We pick out six of the Brazilian’s most unforgettable matches, from a quick impact against the USSR to a farewell free-kick

The young Pelé knew how to make a first impression. He scored four goals on his unofficial debut for Santos. He scored one on his official club debut, his goal-tending victim, very much looking at his fate through the prism of a glass half full, later making a business card announcing his status as the keeper who conceded Pelé’s first. He scored within minutes of coming on for his first Brazil cap. But the true harbinger came in Brazil’s third group game of the 1958 World Cup.

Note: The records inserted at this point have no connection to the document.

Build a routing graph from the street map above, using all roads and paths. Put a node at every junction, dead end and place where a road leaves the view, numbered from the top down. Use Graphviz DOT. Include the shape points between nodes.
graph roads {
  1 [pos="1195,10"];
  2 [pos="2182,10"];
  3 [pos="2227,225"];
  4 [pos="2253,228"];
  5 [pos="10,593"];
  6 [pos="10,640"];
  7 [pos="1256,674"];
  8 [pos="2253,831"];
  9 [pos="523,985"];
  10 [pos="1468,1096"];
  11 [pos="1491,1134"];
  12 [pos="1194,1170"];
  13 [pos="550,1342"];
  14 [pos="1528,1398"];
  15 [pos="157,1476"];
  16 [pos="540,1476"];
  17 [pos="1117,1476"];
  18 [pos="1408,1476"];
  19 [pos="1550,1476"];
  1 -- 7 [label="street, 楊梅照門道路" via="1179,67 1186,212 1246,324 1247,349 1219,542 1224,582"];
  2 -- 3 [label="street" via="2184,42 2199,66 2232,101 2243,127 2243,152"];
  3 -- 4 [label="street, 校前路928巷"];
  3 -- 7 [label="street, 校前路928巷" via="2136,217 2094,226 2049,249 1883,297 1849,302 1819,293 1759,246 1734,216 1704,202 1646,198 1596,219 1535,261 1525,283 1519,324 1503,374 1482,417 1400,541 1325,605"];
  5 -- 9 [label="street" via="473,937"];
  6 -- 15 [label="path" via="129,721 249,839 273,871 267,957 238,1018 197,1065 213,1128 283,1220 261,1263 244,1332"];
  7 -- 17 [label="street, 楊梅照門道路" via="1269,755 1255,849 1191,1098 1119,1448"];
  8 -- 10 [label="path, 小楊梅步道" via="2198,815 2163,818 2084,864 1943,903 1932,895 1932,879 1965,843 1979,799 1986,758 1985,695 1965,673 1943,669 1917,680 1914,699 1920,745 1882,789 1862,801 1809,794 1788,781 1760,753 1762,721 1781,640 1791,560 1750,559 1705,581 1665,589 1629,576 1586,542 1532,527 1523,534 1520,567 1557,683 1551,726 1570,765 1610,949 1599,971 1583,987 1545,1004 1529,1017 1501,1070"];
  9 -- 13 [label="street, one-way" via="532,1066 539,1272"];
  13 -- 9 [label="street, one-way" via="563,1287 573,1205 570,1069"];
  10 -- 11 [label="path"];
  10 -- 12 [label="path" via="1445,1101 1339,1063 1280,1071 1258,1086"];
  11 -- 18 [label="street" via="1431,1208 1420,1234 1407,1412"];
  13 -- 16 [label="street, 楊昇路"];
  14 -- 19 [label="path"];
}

Thought too callow by some of Brazil’s coaching staff, Pelé and Garrincha sat on the sidelines as they watched the team beat Austria and draw 0-0 with England, the latter the first time the Seleção had failed to score in a World Cup game. That relative failure was enough to force the coach Vicente Feola’s hand. He threw in the inexperienced duo, and after 40 seconds Garrincha hit the post. One minute later, so did Pelé. The woodwork wasn’t the only thing rattled: the USSR team, one of the pre-tournament favourites, were so discombobulated they shipped a goal to Vavá another 60 seconds later. “The greatest three minutes of football ever played,” said the L’Équipe journalist and European Cup founder Gabriel Hanot. The most epochal, too, given what Pelé and Brazil would get up to during the next dozen years.